Bir seçim düşünün ki onun her aşamasında hile hurdaya başvuranı olsun ve ‘ben kazandım’ demek için başvurmadığı hiçbir kirli yöntem kalmasın. Bunun normal bir yarış olduğunu kim nasıl ifade edebilir ki?!
Bütün bu olup bitenlerle birlikte halkın kendi tercihi ortaya koyma iradesi iyi gelişmelerin müjdecisi olacaktır.
Halkın, dönen dolaplar karşısında sandıkta gereken cevabı vereceğinden hiç kimsenin şüphesi olmasın.
Saldırganlık ve despotlukla hiç kimse bu halkın iradesine zincir vuramaz. Savaşa değil, seçime gidiyoruz, ama 15 Temmuz da gösterdi ki zorla, darbeyle, saldırıyla emellerine ulaşmak isteyenlere, bu halk geçit vermemiştir.

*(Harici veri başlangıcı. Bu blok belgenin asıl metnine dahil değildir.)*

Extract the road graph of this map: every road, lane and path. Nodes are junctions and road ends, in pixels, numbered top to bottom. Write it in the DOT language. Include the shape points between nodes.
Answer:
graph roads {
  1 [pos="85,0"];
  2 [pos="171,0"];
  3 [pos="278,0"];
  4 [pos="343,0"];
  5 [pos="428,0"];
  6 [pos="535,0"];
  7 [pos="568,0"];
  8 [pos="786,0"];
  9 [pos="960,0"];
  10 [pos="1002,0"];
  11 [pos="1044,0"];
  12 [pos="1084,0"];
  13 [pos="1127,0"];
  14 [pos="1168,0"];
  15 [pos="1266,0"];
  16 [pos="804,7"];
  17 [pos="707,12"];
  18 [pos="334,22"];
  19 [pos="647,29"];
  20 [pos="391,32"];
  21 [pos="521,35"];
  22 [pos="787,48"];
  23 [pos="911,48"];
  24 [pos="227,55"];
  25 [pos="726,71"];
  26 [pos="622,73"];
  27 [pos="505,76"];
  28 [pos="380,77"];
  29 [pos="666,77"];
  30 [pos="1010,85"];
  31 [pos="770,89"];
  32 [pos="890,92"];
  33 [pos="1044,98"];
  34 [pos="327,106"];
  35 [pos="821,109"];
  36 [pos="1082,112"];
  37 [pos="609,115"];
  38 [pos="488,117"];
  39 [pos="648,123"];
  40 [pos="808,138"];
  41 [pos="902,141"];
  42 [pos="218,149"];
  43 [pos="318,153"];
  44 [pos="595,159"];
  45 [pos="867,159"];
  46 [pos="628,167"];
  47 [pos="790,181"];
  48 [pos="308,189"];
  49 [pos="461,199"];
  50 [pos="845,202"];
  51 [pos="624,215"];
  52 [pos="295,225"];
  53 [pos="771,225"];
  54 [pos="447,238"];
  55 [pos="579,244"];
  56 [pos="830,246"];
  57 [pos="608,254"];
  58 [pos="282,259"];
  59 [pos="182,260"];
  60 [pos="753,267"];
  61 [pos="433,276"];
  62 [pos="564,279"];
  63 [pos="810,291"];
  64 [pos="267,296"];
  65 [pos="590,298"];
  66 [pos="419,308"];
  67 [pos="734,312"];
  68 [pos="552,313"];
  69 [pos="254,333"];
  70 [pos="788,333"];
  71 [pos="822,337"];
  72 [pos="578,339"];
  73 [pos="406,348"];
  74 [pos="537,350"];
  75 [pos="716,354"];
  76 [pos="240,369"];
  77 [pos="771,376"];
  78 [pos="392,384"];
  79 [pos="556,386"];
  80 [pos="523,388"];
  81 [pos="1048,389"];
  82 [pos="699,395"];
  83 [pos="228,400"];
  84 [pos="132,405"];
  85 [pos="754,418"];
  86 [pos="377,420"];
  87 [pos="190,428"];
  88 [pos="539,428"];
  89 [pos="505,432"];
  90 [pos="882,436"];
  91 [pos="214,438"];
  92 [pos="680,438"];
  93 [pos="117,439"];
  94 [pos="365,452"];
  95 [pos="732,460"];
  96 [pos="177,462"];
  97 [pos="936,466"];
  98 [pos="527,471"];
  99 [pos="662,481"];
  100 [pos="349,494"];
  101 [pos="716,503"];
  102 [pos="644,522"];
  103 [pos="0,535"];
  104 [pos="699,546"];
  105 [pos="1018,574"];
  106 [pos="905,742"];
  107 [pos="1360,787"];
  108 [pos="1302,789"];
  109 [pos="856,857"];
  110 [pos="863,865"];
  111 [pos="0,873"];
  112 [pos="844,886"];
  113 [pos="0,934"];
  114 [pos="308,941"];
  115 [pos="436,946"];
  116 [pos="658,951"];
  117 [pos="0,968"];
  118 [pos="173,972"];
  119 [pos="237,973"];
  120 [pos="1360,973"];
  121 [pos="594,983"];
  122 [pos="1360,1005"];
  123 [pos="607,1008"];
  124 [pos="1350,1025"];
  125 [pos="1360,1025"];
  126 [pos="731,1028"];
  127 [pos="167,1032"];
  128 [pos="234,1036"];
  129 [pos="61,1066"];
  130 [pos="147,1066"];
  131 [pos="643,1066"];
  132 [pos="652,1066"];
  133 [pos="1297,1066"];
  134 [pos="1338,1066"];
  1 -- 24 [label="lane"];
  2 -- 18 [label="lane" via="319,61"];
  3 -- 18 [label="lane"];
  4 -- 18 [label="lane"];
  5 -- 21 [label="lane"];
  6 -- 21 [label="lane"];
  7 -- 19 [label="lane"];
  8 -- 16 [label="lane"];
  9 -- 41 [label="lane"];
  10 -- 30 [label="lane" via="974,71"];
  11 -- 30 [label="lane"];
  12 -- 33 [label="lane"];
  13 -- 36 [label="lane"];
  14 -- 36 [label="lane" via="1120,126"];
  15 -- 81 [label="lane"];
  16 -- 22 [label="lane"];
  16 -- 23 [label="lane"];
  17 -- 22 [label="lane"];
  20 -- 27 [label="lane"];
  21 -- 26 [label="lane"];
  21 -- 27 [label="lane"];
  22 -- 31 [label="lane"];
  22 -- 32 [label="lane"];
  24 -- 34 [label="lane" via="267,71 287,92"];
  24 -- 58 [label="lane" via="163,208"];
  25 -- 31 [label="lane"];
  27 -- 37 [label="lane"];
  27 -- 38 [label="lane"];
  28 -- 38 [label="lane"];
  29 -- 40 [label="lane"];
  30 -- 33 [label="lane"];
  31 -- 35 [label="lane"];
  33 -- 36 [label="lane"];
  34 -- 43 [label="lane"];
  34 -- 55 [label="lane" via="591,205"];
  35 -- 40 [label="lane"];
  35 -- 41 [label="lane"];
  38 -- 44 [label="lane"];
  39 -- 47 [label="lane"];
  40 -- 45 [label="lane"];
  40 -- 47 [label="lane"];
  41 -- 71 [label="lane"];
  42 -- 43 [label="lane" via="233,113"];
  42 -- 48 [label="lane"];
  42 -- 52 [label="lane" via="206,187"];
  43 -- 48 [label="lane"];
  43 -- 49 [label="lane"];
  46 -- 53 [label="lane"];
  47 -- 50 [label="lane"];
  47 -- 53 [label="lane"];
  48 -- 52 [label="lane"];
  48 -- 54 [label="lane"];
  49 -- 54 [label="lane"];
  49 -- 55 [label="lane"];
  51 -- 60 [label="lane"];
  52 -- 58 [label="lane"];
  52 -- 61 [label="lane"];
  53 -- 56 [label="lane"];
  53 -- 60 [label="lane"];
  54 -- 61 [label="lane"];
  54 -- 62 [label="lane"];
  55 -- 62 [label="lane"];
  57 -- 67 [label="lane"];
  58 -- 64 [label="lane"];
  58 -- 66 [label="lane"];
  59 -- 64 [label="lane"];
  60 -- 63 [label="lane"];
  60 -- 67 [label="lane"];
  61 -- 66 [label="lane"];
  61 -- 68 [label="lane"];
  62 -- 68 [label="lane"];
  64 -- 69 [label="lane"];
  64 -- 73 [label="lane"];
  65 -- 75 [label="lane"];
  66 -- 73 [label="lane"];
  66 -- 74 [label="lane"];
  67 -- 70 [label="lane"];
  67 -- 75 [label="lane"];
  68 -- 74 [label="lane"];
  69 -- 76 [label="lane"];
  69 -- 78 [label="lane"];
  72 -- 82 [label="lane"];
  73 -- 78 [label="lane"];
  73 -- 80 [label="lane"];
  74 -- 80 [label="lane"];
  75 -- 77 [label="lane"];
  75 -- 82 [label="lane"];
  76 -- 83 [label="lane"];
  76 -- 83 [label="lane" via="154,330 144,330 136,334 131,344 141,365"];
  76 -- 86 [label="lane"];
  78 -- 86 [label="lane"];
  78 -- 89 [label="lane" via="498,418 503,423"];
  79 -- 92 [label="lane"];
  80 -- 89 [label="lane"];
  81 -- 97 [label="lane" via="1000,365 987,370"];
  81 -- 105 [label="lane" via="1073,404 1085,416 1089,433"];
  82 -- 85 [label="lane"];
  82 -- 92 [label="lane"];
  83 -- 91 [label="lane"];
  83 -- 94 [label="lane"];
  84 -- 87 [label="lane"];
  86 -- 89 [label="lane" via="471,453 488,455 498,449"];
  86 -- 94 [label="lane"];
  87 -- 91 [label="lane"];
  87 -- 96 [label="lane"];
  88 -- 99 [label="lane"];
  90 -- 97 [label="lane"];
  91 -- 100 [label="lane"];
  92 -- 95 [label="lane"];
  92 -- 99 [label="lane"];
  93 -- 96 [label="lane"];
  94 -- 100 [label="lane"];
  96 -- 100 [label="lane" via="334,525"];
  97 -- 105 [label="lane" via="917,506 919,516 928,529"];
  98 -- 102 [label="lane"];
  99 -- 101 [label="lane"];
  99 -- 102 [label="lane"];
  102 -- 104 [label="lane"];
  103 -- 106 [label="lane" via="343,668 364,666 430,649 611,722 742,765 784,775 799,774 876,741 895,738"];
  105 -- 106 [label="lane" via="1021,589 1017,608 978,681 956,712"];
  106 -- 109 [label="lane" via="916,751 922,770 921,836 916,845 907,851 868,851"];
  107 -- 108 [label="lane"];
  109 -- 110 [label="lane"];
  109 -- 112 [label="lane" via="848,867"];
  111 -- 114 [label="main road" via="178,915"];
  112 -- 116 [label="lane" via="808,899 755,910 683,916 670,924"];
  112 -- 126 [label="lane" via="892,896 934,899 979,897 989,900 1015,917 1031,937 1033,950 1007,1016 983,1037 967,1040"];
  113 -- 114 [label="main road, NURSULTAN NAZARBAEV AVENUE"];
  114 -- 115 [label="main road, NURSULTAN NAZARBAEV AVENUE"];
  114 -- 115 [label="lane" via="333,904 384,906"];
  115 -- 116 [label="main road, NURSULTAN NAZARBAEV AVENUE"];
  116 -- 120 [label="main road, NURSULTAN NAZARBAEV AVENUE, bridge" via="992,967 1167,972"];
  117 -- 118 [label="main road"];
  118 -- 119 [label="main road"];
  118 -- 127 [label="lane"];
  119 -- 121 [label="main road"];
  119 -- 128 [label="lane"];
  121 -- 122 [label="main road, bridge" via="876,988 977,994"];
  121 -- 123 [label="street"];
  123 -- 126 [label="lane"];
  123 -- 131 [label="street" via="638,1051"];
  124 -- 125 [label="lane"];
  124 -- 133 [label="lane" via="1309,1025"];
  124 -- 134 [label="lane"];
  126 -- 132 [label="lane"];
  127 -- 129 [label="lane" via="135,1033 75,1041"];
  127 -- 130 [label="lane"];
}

Halkın diniyle, inancıyla, örfüyle, mukaddesatıyla savaşın veya cidalin kimseye fayda getirmediği hep görülmüştür.
Bu değerleri savunanlara karşı güdülen kin ve öfkenin de kimseye hayır getirmediği ortadadır. Hassasiyetleri savunan HÜDA PAR gibi bir partiye kin ve nefret kusanların bugüne kadar rahat yüzü görmemeleri gibi.
Akl-ı selim galip gelsin; tercihimiz adalet, huzur, kalkınma ve doğrudan yana olsun! Tercihimizle mazlumlar, muhacirler sevinsin! Onlara diş bileyenlere en güçlü şekilde gereken dersi vermek, makul her bir ferdimizin görevi olsun!
Meydanlar ve sokaklar, HÜDA PAR’ın da destek verdiği Cumhurbaşkanı Sayın Recep Tayyip Erdoğan’ın ve AK Parti’nin bu seçimi önde bitireceğini gösteriyor. Bakalım Mevla neyler, neylerse güzel eyler!
Rabbim en hayırlısını nasip ve müyesser eylesin!